Lesson 40 – Train models with Scikit-Learn

Embark on a data science journey with scikit-learn and MLflow within the Fabric Data Science experience. This blog unveils the power of scikit-learn’s machine learning capabilities, guiding you through installation, data preparation, model training, and evaluation. Experience the effortless integration with MLflow, where parameters, metrics, and models seamlessly log to streamline and enhance experiment tracking efficiency.

Scikit-Learn

Scikit-learn is a popular open-source machine learning library for Python. It provides a comprehensive set of tools for various machine learning tasks, including classification, regression, clustering, dimensionality reduction, and more. Scikit-learn is built on NumPy, SciPy, and Matplotlib, and it is designed to be user-friendly, efficient, and extensible.

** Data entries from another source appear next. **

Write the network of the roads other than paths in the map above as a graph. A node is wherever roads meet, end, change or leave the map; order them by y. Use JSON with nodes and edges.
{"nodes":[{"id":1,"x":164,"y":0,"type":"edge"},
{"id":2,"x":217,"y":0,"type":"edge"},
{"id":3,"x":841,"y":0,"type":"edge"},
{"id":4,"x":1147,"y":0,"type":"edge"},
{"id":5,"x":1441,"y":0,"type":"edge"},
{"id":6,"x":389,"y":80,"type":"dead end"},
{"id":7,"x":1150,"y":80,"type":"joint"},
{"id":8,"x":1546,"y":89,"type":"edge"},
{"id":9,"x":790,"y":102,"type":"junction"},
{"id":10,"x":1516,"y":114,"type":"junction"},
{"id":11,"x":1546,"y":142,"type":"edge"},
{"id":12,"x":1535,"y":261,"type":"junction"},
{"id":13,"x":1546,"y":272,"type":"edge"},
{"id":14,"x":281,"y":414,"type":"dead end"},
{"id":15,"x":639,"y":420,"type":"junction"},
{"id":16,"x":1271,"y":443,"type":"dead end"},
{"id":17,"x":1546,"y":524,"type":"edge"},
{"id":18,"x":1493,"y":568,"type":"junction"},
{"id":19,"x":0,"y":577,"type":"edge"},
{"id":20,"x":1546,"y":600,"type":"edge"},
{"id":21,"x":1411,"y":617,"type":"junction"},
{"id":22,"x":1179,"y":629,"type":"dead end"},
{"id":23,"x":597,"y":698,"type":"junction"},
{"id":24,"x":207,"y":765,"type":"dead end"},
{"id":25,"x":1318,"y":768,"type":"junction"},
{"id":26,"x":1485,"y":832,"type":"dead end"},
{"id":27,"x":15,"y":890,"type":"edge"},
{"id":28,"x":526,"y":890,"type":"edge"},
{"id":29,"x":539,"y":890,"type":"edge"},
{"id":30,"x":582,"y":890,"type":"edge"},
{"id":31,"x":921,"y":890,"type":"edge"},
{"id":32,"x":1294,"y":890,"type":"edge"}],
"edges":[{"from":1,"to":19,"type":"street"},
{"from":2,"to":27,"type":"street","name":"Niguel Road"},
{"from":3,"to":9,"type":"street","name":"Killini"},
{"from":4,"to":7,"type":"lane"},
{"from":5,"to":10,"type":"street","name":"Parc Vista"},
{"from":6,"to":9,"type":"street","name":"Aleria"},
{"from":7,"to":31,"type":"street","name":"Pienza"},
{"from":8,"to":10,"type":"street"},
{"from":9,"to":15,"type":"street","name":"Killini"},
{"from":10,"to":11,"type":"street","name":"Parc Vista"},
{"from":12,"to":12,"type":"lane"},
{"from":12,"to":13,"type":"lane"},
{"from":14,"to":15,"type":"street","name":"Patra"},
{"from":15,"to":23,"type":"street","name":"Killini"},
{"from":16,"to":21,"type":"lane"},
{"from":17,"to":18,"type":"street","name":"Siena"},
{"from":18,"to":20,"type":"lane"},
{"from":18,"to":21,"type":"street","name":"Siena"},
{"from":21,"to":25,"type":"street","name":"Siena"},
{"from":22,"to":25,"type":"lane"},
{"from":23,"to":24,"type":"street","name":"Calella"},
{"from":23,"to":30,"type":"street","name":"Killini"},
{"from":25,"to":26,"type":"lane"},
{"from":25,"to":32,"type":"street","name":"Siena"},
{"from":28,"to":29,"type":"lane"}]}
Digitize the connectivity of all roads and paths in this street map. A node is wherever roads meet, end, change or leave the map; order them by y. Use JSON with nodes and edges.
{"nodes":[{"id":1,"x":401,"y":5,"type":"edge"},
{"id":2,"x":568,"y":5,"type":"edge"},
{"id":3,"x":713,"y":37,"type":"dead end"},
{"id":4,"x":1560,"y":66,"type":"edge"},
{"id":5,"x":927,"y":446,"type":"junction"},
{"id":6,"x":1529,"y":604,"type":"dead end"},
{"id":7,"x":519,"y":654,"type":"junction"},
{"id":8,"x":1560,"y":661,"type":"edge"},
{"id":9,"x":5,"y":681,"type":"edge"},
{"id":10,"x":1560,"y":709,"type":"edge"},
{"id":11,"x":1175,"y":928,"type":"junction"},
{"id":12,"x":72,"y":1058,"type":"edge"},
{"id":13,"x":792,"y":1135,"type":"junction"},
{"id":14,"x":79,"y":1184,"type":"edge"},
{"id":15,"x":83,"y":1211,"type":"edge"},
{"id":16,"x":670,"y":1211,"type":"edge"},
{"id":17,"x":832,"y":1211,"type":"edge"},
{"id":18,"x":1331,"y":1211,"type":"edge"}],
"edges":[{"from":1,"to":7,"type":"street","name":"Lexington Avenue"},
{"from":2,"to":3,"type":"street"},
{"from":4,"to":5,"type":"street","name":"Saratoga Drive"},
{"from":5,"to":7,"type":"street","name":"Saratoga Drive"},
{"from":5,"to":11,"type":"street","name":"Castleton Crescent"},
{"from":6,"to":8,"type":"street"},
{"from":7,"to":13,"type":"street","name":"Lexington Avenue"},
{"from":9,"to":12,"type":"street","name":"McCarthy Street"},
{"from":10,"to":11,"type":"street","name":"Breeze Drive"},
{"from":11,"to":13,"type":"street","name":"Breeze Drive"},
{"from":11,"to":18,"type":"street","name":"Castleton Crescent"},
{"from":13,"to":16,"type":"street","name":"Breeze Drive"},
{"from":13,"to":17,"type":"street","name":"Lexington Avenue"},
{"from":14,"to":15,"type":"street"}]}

Key features of Scikit-Learn

Some of the key features of Scikit -Learn are

Scikit-learn provides a wide array of machine learning algorithms, from traditional methods to advanced models, for various tasks.
Its user-friendly and consistent API simplifies the implementation and evaluation of machine learning models.
Leveraging NumPy and SciPy, scikit-learn is optimized for efficient numerical computations, enabling effective handling of large datasets.
Scikit-learn offers a rich set of tools encompassing data preprocessing, feature selection, model selection, and performance evaluation, facilitating a comprehensive machine learning workflow.
Scikit-learn’s integration with Pandas, Matplotlib, and IPython facilitates a unified and efficient machine learning workflow, enhancing data manipulation, visualization, and interactive coding capabilities.

Prerequisites

Launch https://app.fabric.microsoft.com/
Sign in to Microsoft Fabric with your subscription or trial account. Refer Lesson 3 – Getting started with Microsoft Fabric – Pearl Innovations

Steps

Navigate to the menu bar on the left side and choose “Workspaces” to create new workspace.
Create Lakehouse or you can work in existing Lakehouse.
Click Open notebook -> New notebook to create new notebook.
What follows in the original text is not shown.